DESCRIPTION OF THE TASK: Filter the listing below, copying every line in which the word "West" appears.
↓
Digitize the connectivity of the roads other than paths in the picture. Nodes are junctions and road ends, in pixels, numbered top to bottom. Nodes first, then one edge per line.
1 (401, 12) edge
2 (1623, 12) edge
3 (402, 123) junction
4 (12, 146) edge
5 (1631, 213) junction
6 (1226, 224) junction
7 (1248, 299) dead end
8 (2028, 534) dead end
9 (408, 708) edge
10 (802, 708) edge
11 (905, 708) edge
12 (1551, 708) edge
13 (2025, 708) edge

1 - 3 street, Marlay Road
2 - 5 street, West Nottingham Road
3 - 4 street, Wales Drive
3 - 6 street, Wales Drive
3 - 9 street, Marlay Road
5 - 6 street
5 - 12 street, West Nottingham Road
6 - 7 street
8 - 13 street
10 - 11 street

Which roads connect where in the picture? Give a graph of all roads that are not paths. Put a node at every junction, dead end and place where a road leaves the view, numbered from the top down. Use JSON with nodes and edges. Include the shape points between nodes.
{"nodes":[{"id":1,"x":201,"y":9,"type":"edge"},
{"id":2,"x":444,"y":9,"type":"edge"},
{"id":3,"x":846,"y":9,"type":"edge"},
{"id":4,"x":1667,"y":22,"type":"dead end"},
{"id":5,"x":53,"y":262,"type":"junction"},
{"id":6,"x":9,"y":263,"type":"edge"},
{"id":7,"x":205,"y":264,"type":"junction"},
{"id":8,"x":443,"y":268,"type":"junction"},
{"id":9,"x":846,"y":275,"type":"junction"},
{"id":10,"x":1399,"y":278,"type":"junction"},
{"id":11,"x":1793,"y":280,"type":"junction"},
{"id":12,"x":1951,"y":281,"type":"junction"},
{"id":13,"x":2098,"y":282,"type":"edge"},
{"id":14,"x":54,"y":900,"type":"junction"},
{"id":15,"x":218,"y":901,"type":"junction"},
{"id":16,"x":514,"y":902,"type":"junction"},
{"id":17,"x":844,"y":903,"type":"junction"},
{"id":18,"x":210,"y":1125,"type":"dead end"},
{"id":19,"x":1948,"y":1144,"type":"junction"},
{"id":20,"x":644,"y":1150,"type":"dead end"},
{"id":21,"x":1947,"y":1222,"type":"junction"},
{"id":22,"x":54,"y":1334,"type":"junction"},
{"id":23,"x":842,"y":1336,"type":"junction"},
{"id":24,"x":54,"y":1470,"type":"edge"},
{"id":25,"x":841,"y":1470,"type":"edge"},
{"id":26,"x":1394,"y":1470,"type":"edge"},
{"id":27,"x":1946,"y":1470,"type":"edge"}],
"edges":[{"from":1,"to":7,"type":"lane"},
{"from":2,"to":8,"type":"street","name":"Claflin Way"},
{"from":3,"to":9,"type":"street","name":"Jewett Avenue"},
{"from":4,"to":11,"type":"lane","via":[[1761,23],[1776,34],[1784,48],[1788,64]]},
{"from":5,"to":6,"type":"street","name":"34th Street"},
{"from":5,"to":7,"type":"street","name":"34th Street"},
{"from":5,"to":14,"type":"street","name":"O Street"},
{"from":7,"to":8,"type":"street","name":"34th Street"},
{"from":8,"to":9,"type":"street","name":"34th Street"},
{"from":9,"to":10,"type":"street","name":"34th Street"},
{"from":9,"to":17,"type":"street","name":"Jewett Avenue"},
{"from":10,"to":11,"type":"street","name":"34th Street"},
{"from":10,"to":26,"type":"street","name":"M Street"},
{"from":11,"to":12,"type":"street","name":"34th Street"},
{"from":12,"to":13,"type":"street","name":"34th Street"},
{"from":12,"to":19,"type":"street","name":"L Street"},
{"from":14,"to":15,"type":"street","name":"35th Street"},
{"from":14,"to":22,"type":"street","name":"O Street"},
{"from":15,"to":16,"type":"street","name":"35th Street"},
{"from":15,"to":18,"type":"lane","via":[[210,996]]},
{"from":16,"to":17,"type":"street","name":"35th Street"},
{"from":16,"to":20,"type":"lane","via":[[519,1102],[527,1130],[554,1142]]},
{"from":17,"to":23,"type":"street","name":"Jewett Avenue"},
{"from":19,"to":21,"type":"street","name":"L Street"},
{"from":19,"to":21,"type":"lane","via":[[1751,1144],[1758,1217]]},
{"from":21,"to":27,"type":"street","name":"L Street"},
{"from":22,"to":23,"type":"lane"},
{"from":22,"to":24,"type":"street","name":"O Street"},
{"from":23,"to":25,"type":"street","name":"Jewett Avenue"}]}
↑
WORKED SOLUTION:
2 - 5 street, West Nottingham Road
5 - 12 street, West Nottingham Road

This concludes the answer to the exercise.